Records section start

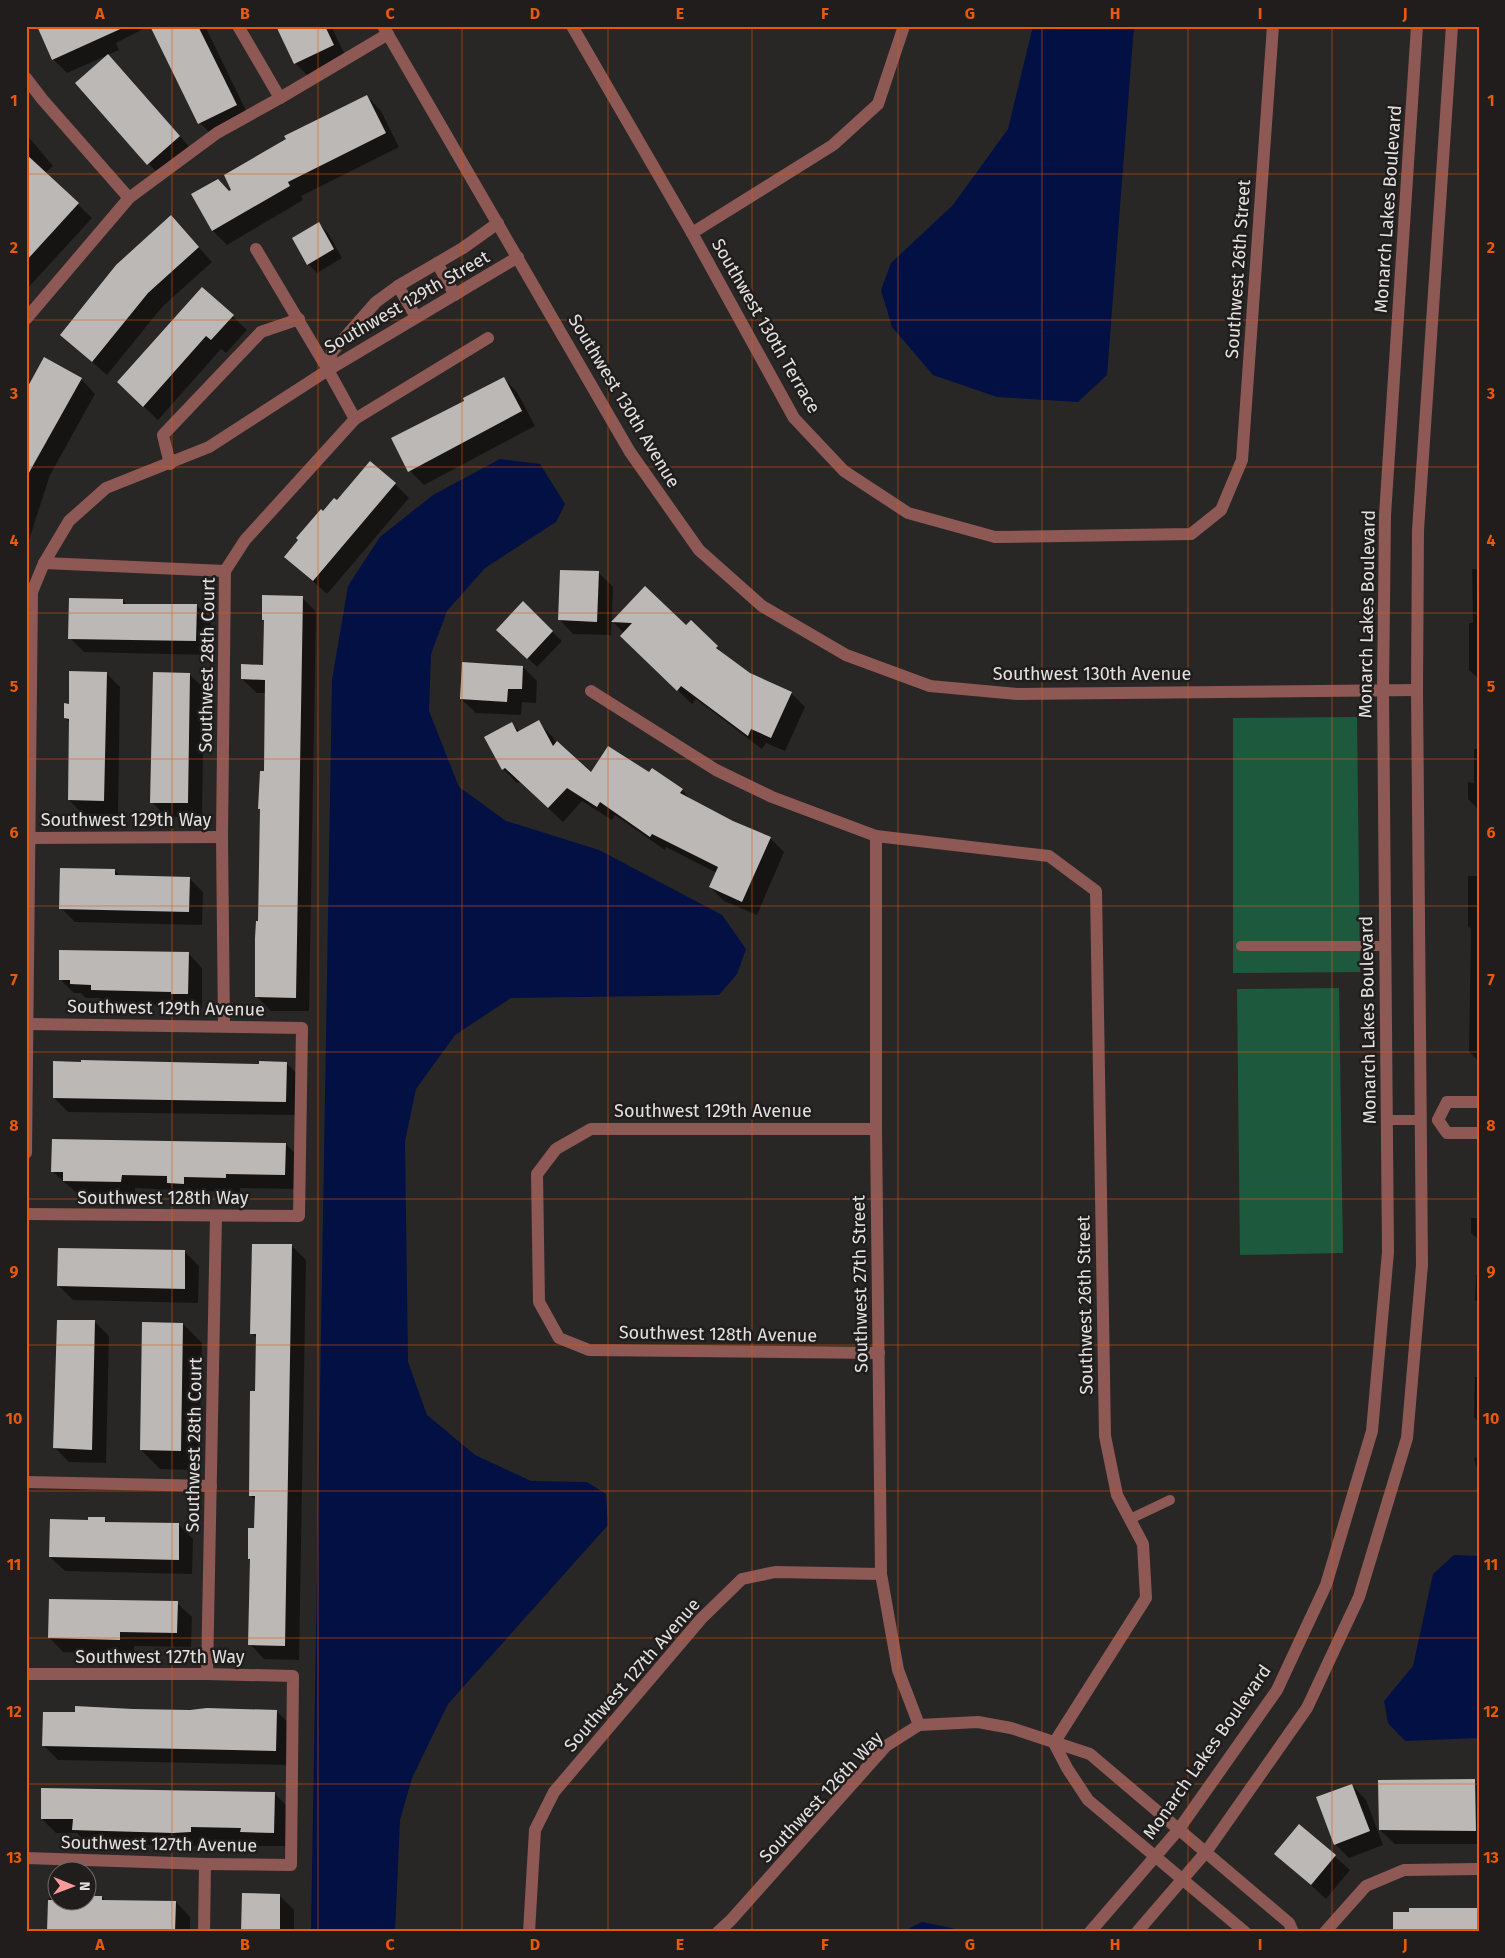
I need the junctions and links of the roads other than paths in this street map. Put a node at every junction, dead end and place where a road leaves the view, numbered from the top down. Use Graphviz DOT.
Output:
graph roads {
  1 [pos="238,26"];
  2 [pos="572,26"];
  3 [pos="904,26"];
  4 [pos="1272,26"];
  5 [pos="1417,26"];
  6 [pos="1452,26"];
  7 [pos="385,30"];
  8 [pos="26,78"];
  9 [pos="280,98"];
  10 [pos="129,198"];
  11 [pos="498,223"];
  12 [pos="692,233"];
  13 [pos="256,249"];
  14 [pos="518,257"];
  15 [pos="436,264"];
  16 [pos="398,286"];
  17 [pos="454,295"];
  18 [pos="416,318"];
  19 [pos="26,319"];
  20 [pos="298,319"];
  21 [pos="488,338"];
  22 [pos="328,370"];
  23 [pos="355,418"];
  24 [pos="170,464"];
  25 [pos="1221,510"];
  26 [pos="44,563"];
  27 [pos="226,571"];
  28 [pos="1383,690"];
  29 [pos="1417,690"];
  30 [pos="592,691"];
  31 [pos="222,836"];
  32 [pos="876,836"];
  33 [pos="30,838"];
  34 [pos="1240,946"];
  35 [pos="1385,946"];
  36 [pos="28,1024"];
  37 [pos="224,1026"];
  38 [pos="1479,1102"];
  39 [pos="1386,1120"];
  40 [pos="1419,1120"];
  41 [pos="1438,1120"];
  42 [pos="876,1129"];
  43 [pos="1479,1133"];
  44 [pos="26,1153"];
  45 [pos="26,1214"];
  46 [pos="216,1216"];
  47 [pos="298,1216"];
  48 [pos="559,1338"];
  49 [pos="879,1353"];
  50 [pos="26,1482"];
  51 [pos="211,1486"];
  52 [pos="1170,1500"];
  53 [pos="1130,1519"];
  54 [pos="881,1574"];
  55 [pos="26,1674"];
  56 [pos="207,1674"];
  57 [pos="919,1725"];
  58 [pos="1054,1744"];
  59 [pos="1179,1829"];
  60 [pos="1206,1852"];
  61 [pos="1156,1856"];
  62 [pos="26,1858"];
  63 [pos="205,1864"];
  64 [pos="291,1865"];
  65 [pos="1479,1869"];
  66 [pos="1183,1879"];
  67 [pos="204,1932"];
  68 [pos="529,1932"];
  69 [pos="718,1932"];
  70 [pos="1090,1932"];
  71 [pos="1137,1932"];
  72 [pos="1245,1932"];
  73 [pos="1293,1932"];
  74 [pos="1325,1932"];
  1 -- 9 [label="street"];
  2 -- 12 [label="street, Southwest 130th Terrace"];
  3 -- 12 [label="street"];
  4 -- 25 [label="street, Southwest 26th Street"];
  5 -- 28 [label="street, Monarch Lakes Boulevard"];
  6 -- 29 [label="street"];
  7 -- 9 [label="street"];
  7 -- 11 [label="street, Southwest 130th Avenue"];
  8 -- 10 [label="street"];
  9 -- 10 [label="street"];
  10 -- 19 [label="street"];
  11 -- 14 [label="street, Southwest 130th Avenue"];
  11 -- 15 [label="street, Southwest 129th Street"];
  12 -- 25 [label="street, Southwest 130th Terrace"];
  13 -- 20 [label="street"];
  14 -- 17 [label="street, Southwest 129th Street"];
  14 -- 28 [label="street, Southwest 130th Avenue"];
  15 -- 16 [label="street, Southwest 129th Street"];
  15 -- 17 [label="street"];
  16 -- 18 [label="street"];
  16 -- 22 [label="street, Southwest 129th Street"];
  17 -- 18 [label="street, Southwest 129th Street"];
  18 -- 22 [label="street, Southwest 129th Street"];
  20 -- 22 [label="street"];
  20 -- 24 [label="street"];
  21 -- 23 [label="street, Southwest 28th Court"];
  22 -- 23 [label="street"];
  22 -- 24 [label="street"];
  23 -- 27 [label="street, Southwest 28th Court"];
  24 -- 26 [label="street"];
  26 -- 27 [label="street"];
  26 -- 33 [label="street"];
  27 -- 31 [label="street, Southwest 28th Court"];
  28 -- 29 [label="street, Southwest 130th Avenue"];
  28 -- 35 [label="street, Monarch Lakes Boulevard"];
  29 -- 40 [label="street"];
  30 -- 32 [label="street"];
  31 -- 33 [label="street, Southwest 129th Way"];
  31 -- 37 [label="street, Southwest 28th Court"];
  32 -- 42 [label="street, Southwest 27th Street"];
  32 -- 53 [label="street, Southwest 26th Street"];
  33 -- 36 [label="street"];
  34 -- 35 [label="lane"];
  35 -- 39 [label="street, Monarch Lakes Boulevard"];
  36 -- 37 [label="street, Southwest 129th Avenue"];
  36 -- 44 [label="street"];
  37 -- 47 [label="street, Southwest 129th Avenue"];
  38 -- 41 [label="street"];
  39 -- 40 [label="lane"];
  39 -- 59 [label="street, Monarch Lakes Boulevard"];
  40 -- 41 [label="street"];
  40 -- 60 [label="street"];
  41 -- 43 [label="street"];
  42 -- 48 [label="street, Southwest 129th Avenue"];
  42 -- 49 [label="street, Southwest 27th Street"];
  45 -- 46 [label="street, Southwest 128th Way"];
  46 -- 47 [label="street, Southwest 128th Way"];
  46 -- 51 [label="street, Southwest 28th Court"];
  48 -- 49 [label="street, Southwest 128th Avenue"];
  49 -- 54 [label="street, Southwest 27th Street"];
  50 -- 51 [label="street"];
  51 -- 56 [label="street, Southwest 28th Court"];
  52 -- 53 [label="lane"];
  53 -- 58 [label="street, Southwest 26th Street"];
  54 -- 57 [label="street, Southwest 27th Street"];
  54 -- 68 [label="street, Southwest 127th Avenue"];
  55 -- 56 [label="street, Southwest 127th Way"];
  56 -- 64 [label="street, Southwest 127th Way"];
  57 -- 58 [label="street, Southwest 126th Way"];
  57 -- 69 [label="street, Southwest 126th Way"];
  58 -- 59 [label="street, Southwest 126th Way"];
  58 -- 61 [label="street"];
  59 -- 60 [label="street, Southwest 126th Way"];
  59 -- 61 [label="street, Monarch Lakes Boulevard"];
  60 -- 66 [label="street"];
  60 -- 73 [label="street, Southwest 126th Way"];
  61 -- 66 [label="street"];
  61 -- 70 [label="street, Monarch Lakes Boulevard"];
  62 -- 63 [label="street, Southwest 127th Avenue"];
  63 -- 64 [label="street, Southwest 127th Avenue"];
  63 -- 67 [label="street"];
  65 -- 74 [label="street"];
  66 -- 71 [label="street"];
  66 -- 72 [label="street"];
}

Records section end

- _The task_:
Write out each entry exactly as given, but skip the pictures.

- _Exercise answer_:
I need the junctions and links of the roads other than paths in this street map. Put a node at every junction, dead end and place where a road leaves the view, numbered from the top down. Use Graphviz DOT.
Output:
graph roads {
  1 [pos="238,26"];
  2 [pos="572,26"];
  3 [pos="904,26"];
  4 [pos="1272,26"];
  5 [pos="1417,26"];
  6 [pos="1452,26"];
  7 [pos="385,30"];
  8 [pos="26,78"];
  9 [pos="280,98"];
  10 [pos="129,198"];
  11 [pos="498,223"];
  12 [pos="692,233"];
  13 [pos="256,249"];
  14 [pos="518,257"];
  15 [pos="436,264"];
  16 [pos="398,286"];
  17 [pos="454,295"];
  18 [pos="416,318"];
  19 [pos="26,319"];
  20 [pos="298,319"];
  21 [pos="488,338"];
  22 [pos="328,370"];
  23 [pos="355,418"];
  24 [pos="170,464"];
  25 [pos="1221,510"];
  26 [pos="44,563"];
  27 [pos="226,571"];
  28 [pos="1383,690"];
  29 [pos="1417,690"];
  30 [pos="592,691"];
  31 [pos="222,836"];
  32 [pos="876,836"];
  33 [pos="30,838"];
  34 [pos="1240,946"];
  35 [pos="1385,946"];
  36 [pos="28,1024"];
  37 [pos="224,1026"];
  38 [pos="1479,1102"];
  39 [pos="1386,1120"];
  40 [pos="1419,1120"];
  41 [pos="1438,1120"];
  42 [pos="876,1129"];
  43 [pos="1479,1133"];
  44 [pos="26,1153"];
  45 [pos="26,1214"];
  46 [pos="216,1216"];
  47 [pos="298,1216"];
  48 [pos="559,1338"];
  49 [pos="879,1353"];
  50 [pos="26,1482"];
  51 [pos="211,1486"];
  52 [pos="1170,1500"];
  53 [pos="1130,1519"];
  54 [pos="881,1574"];
  55 [pos="26,1674"];
  56 [pos="207,1674"];
  57 [pos="919,1725"];
  58 [pos="1054,1744"];
  59 [pos="1179,1829"];
  60 [pos="1206,1852"];
  61 [pos="1156,1856"];
  62 [pos="26,1858"];
  63 [pos="205,1864"];
  64 [pos="291,1865"];
  65 [pos="1479,1869"];
  66 [pos="1183,1879"];
  67 [pos="204,1932"];
  68 [pos="529,1932"];
  69 [pos="718,1932"];
  70 [pos="1090,1932"];
  71 [pos="1137,1932"];
  72 [pos="1245,1932"];
  73 [pos="1293,1932"];
  74 [pos="1325,1932"];
  1 -- 9 [label="street"];
  2 -- 12 [label="street, Southwest 130th Terrace"];
  3 -- 12 [label="street"];
  4 -- 25 [label="street, Southwest 26th Street"];
  5 -- 28 [label="street, Monarch Lakes Boulevard"];
  6 -- 29 [label="street"];
  7 -- 9 [label="street"];
  7 -- 11 [label="street, Southwest 130th Avenue"];
  8 -- 10 [label="street"];
  9 -- 10 [label="street"];
  10 -- 19 [label="street"];
  11 -- 14 [label="street, Southwest 130th Avenue"];
  11 -- 15 [label="street, Southwest 129th Street"];
  12 -- 25 [label="street, Southwest 130th Terrace"];
  13 -- 20 [label="street"];
  14 -- 17 [label="street, Southwest 129th Street"];
  14 -- 28 [label="street, Southwest 130th Avenue"];
  15 -- 16 [label="street, Southwest 129th Street"];
  15 -- 17 [label="street"];
  16 -- 18 [label="street"];
  16 -- 22 [label="street, Southwest 129th Street"];
  17 -- 18 [label="street, Southwest 129th Street"];
  18 -- 22 [label="street, Southwest 129th Street"];
  20 -- 22 [label="street"];
  20 -- 24 [label="street"];
  21 -- 23 [label="street, Southwest 28th Court"];
  22 -- 23 [label="street"];
  22 -- 24 [label="street"];
  23 -- 27 [label="street, Southwest 28th Court"];
  24 -- 26 [label="street"];
  26 -- 27 [label="street"];
  26 -- 33 [label="street"];
  27 -- 31 [label="street, Southwest 28th Court"];
  28 -- 29 [label="street, Southwest 130th Avenue"];
  28 -- 35 [label="street, Monarch Lakes Boulevard"];
  29 -- 40 [label="street"];
  30 -- 32 [label="street"];
  31 -- 33 [label="street, Southwest 129th Way"];
  31 -- 37 [label="street, Southwest 28th Court"];
  32 -- 42 [label="street, Southwest 27th Street"];
  32 -- 53 [label="street, Southwest 26th Street"];
  33 -- 36 [label="street"];
  34 -- 35 [label="lane"];
  35 -- 39 [label="street, Monarch Lakes Boulevard"];
  36 -- 37 [label="street, Southwest 129th Avenue"];
  36 -- 44 [label="street"];
  37 -- 47 [label="street, Southwest 129th Avenue"];
  38 -- 41 [label="street"];
  39 -- 40 [label="lane"];
  39 -- 59 [label="street, Monarch Lakes Boulevard"];
  40 -- 41 [label="street"];
  40 -- 60 [label="street"];
  41 -- 43 [label="street"];
  42 -- 48 [label="street, Southwest 129th Avenue"];
  42 -- 49 [label="street, Southwest 27th Street"];
  45 -- 46 [label="street, Southwest 128th Way"];
  46 -- 47 [label="street, Southwest 128th Way"];
  46 -- 51 [label="street, Southwest 28th Court"];
  48 -- 49 [label="street, Southwest 128th Avenue"];
  49 -- 54 [label="street, Southwest 27th Street"];
  50 -- 51 [label="street"];
  51 -- 56 [label="street, Southwest 28th Court"];
  52 -- 53 [label="lane"];
  53 -- 58 [label="street, Southwest 26th Street"];
  54 -- 57 [label="street, Southwest 27th Street"];
  54 -- 68 [label="street, Southwest 127th Avenue"];
  55 -- 56 [label="street, Southwest 127th Way"];
  56 -- 64 [label="street, Southwest 127th Way"];
  57 -- 58 [label="street, Southwest 126th Way"];
  57 -- 69 [label="street, Southwest 126th Way"];
  58 -- 59 [label="street, Southwest 126th Way"];
  58 -- 61 [label="street"];
  59 -- 60 [label="street, Southwest 126th Way"];
  59 -- 61 [label="street, Monarch Lakes Boulevard"];
  60 -- 66 [label="street"];
  60 -- 73 [label="street, Southwest 126th Way"];
  61 -- 66 [label="street"];
  61 -- 70 [label="street, Monarch Lakes Boulevard"];
  62 -- 63 [label="street, Southwest 127th Avenue"];
  63 -- 64 [label="street, Southwest 127th Avenue"];
  63 -- 67 [label="street"];
  65 -- 74 [label="street"];
  66 -- 71 [label="street"];
  66 -- 72 [label="street"];
}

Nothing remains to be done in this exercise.